Data extract Block Start
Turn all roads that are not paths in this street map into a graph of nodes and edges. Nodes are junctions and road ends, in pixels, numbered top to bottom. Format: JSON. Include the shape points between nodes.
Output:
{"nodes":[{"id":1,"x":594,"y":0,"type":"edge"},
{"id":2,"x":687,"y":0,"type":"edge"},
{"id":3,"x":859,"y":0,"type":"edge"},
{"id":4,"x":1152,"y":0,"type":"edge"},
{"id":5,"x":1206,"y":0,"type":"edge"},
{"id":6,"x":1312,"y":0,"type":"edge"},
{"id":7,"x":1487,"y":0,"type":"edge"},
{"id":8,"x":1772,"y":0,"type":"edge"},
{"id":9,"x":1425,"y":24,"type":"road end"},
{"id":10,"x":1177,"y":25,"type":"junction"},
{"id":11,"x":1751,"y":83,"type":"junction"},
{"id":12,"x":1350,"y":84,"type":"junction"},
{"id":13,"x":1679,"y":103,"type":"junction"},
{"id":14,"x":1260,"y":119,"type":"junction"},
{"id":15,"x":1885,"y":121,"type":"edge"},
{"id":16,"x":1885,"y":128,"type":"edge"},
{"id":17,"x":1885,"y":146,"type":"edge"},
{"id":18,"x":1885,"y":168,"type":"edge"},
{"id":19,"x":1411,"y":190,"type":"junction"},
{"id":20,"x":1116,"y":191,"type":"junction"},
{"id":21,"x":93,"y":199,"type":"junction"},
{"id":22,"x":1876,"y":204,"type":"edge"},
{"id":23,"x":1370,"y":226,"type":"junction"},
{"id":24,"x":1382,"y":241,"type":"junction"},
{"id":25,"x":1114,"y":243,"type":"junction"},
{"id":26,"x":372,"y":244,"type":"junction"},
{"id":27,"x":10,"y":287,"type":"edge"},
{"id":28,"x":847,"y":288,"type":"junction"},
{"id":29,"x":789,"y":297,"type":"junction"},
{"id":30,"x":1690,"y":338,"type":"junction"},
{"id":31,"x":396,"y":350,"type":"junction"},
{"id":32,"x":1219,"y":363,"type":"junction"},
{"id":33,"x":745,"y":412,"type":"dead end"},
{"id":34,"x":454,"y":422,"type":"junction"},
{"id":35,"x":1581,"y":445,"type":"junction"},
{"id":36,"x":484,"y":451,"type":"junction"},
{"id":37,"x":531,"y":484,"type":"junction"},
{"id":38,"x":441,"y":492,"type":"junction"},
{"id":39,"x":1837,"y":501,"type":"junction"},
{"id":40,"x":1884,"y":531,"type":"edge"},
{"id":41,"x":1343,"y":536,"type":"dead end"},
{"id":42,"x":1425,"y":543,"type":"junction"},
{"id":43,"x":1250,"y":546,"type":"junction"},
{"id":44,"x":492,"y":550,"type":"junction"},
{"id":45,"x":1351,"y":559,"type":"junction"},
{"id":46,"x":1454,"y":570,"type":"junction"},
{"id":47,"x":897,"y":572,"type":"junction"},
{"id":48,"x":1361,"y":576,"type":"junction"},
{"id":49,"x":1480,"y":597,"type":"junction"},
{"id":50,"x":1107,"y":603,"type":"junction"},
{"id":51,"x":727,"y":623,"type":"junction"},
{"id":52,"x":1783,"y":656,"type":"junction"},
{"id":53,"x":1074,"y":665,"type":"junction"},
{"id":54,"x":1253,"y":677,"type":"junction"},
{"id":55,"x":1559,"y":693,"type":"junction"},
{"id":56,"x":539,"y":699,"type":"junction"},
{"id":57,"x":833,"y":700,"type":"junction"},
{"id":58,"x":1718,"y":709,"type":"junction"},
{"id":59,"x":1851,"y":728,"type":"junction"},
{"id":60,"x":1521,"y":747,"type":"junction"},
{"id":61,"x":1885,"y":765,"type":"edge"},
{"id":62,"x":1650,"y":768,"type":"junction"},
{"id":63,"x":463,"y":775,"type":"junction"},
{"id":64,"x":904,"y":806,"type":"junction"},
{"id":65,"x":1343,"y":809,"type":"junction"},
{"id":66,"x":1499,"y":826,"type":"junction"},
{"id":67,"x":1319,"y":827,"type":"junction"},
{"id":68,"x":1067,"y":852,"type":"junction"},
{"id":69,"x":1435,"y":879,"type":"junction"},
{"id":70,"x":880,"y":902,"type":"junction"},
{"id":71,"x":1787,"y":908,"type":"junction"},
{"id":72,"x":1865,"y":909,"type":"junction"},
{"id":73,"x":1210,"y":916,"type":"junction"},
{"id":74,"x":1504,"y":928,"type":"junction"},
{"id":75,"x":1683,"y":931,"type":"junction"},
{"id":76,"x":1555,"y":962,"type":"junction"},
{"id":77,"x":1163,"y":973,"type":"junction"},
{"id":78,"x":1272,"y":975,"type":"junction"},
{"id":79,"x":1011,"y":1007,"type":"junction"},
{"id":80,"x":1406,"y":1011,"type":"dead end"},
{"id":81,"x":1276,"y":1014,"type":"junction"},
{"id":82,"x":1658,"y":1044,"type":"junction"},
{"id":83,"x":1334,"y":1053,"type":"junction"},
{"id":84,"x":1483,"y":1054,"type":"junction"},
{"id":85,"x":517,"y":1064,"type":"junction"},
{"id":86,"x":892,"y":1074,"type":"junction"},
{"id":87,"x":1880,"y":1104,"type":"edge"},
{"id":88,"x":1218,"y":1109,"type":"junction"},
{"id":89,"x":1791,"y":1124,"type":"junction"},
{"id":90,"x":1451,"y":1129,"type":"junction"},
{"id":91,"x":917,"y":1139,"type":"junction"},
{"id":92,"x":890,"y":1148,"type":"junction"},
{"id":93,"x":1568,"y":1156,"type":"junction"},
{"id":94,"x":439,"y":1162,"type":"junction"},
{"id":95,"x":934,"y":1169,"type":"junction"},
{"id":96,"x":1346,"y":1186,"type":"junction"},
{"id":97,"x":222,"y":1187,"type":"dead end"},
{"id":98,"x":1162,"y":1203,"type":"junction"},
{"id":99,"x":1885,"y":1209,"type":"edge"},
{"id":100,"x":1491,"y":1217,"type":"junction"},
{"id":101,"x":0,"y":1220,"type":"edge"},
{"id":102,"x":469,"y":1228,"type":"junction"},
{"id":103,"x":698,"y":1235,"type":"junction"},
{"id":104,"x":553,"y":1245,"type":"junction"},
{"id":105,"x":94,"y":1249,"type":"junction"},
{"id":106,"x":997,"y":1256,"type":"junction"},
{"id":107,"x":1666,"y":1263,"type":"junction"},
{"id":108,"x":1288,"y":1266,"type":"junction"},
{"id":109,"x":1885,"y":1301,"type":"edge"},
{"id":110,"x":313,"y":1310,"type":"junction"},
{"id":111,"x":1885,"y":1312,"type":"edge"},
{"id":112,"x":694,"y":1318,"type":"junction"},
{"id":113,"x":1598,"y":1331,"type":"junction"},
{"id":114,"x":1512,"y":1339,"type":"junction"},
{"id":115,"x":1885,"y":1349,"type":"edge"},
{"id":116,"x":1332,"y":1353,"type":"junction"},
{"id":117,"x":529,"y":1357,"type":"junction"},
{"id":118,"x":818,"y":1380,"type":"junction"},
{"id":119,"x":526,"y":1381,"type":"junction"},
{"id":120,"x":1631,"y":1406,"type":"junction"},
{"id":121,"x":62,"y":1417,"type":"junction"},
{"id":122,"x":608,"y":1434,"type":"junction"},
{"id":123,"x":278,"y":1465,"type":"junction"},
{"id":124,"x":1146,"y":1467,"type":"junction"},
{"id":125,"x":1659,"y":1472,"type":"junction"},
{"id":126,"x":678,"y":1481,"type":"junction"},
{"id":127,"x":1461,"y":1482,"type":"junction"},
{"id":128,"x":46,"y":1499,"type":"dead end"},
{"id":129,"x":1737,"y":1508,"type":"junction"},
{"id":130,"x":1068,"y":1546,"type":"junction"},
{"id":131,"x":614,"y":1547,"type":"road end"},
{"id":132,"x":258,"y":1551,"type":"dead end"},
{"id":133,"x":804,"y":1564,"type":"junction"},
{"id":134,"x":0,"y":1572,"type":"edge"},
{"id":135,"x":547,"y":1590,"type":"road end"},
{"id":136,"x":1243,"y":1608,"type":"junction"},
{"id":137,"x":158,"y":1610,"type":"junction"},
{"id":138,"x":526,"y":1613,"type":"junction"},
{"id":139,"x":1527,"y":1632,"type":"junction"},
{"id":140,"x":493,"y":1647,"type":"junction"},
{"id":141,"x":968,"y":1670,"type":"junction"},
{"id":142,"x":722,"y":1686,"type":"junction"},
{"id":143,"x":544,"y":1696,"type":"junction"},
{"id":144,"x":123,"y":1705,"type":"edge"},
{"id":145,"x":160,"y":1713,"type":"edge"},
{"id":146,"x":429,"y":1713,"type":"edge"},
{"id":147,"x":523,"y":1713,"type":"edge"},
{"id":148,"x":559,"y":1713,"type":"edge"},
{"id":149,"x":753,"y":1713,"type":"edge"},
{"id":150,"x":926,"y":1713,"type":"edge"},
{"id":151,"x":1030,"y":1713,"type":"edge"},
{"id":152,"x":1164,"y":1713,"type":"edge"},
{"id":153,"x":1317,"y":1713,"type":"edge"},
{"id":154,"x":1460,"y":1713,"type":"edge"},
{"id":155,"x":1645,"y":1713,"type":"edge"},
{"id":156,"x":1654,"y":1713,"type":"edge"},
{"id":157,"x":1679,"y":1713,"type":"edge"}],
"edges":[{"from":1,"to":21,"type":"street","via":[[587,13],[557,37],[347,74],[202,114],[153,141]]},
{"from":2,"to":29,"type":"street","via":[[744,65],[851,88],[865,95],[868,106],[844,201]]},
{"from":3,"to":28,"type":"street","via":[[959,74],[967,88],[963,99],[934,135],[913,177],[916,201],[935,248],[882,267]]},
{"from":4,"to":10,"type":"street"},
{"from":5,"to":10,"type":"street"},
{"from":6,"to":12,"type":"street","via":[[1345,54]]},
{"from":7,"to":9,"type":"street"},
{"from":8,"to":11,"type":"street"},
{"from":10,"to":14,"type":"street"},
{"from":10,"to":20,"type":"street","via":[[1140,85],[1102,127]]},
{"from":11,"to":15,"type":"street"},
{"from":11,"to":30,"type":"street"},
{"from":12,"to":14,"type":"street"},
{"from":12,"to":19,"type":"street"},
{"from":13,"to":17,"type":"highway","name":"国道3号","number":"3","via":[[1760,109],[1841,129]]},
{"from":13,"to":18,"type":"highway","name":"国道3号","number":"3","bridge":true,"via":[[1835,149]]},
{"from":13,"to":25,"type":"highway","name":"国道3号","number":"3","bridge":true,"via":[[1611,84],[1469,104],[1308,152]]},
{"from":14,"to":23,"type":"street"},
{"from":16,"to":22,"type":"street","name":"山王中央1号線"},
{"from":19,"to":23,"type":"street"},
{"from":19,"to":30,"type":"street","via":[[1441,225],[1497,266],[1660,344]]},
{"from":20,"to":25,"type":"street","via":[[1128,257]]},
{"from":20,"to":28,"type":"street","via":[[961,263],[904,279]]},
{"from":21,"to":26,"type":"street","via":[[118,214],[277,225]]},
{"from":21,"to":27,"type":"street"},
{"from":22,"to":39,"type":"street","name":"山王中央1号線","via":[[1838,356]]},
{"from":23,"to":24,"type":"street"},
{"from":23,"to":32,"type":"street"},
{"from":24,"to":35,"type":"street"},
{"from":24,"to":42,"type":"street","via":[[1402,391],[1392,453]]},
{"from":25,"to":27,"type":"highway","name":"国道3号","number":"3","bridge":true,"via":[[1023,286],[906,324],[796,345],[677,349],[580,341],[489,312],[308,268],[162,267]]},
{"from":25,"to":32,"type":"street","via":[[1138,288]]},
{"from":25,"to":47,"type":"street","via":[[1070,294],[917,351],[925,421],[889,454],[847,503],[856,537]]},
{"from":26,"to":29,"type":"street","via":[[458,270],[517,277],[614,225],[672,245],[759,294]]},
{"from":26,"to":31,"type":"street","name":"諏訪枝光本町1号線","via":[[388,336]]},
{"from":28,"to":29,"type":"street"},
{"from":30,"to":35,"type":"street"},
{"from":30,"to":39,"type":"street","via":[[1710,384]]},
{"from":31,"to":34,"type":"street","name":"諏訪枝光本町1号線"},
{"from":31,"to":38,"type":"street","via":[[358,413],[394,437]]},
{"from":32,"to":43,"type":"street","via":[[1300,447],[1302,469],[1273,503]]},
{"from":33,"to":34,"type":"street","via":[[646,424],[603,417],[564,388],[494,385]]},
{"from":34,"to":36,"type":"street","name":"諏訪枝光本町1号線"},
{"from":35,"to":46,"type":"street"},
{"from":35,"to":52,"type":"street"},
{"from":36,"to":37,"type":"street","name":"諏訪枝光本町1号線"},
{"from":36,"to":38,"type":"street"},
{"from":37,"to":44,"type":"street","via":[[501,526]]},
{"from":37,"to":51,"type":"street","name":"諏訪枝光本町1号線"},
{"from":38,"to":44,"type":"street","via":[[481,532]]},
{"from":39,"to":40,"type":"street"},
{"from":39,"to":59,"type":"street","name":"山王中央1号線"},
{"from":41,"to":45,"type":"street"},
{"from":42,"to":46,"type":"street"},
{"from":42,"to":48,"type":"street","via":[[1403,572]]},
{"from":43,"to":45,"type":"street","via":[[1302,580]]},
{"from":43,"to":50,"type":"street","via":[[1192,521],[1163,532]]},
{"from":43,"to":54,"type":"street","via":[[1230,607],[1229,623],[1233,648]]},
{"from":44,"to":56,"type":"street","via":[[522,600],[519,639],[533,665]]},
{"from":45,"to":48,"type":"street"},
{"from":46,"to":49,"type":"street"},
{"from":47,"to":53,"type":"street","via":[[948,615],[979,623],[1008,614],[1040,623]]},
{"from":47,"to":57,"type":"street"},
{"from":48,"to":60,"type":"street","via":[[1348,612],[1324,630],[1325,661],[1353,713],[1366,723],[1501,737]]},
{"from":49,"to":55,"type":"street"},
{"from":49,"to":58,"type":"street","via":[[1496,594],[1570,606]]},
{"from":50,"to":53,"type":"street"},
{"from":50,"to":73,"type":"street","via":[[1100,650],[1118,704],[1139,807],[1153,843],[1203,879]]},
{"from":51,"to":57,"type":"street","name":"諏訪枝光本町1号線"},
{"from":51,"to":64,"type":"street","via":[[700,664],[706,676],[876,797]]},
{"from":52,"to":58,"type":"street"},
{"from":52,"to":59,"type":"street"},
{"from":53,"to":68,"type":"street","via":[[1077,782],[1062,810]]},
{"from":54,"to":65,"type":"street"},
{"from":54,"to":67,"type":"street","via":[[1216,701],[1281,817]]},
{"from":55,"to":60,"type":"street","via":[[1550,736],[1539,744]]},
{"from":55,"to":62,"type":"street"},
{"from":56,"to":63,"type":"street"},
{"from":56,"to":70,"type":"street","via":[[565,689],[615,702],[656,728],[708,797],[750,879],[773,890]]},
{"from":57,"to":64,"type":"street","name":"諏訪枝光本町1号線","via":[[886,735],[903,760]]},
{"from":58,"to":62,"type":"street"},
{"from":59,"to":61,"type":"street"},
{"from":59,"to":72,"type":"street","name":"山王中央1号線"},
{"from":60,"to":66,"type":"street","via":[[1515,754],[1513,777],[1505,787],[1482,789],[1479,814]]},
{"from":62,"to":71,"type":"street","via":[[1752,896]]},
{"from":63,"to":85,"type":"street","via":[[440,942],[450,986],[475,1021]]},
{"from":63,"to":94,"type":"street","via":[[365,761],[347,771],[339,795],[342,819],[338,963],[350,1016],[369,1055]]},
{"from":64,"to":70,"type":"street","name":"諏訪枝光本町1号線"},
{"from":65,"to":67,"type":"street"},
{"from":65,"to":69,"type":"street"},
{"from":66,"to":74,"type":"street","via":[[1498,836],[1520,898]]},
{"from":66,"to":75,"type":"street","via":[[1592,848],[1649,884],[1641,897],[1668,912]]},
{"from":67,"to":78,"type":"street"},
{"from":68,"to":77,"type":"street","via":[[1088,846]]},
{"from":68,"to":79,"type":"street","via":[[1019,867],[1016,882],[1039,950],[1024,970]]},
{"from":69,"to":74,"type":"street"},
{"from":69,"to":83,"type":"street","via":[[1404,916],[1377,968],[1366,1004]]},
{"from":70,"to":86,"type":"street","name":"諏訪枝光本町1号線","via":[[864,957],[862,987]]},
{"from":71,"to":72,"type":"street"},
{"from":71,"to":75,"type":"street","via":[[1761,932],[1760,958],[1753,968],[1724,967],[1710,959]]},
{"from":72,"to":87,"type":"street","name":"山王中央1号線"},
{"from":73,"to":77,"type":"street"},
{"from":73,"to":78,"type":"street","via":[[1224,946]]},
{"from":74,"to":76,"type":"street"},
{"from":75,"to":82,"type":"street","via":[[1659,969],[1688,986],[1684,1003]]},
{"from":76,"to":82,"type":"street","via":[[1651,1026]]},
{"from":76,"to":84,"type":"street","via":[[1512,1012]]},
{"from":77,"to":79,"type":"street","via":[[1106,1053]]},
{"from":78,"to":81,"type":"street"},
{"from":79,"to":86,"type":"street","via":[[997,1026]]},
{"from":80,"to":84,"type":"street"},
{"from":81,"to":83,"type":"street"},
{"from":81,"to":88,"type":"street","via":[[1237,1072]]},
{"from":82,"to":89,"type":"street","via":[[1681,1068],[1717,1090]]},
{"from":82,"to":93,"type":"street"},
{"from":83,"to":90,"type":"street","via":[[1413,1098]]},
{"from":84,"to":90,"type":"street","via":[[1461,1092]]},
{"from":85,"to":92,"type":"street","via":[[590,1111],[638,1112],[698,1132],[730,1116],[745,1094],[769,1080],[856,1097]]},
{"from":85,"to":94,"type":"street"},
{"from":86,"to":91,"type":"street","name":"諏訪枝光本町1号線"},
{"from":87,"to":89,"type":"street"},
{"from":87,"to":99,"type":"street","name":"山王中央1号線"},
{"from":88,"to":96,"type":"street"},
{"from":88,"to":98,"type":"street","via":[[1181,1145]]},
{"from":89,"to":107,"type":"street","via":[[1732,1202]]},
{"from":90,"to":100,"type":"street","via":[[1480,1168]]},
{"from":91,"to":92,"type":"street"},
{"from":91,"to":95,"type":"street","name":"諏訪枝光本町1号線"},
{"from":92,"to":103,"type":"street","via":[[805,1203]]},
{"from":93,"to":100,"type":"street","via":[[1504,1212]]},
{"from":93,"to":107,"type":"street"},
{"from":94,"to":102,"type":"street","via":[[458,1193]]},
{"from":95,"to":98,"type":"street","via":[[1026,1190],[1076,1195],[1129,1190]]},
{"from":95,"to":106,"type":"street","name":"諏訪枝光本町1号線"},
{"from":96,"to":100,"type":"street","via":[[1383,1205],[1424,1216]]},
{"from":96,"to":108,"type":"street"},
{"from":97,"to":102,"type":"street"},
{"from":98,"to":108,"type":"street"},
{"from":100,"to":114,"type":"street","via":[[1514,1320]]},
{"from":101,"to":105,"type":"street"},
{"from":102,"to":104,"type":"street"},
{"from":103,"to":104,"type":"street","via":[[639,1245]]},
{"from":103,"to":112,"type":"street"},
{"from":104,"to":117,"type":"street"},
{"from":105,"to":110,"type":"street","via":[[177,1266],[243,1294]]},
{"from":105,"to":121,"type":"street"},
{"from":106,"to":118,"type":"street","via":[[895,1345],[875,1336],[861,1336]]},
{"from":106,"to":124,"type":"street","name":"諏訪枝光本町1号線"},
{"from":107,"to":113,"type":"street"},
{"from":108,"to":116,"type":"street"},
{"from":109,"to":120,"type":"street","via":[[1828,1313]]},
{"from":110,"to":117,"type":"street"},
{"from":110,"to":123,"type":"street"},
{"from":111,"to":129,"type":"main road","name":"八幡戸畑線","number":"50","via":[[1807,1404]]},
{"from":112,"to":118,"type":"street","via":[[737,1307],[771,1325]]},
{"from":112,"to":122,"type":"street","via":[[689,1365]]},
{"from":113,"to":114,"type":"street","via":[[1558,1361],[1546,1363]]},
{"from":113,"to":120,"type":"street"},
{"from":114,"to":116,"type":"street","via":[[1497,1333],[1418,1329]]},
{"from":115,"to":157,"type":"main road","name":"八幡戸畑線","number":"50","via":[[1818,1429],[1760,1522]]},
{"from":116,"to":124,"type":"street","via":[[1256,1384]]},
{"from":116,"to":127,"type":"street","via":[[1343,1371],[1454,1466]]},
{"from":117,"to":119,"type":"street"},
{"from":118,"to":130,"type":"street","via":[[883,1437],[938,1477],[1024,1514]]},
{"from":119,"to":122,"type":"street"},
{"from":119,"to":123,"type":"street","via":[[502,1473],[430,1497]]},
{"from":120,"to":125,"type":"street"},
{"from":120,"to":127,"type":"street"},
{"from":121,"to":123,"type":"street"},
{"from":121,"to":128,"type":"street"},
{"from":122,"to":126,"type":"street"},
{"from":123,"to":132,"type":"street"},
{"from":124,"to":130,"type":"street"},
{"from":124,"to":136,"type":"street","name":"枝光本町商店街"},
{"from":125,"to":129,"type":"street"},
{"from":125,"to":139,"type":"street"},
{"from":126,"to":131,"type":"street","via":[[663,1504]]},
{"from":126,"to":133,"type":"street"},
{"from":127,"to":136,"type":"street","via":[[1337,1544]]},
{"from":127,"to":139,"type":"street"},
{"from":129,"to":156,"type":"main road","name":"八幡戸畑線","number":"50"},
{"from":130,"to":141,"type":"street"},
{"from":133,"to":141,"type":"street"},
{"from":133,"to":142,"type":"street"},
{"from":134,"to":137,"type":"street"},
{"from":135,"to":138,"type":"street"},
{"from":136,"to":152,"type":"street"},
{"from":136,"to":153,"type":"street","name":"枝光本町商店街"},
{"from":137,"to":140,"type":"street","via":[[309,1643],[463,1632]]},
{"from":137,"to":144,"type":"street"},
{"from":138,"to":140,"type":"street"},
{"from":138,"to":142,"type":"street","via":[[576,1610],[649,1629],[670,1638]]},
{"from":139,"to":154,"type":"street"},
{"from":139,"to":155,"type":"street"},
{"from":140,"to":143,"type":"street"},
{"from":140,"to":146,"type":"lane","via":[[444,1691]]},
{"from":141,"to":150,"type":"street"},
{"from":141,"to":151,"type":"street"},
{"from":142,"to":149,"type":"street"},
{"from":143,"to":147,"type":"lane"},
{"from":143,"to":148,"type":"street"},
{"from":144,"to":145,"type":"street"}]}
Data extract Block End
From the data above, gather every line that includes the word "bridge".

→ Answer space
{"from":13,"to":18,"type":"highway","name":"国道3号","number":"3","bridge":true,"via":[[1835,149]]},
{"from":13,"to":25,"type":"highway","name":"国道3号","number":"3","bridge":true,"via":[[1611,84],[1469,104],[1308,152]]},
{"from":25,"to":27,"type":"highway","name":"国道3号","number":"3","bridge":true,"via":[[1023,286],[906,324],[796,345],[677,349],[580,341],[489,312],[308,268],[162,267]]},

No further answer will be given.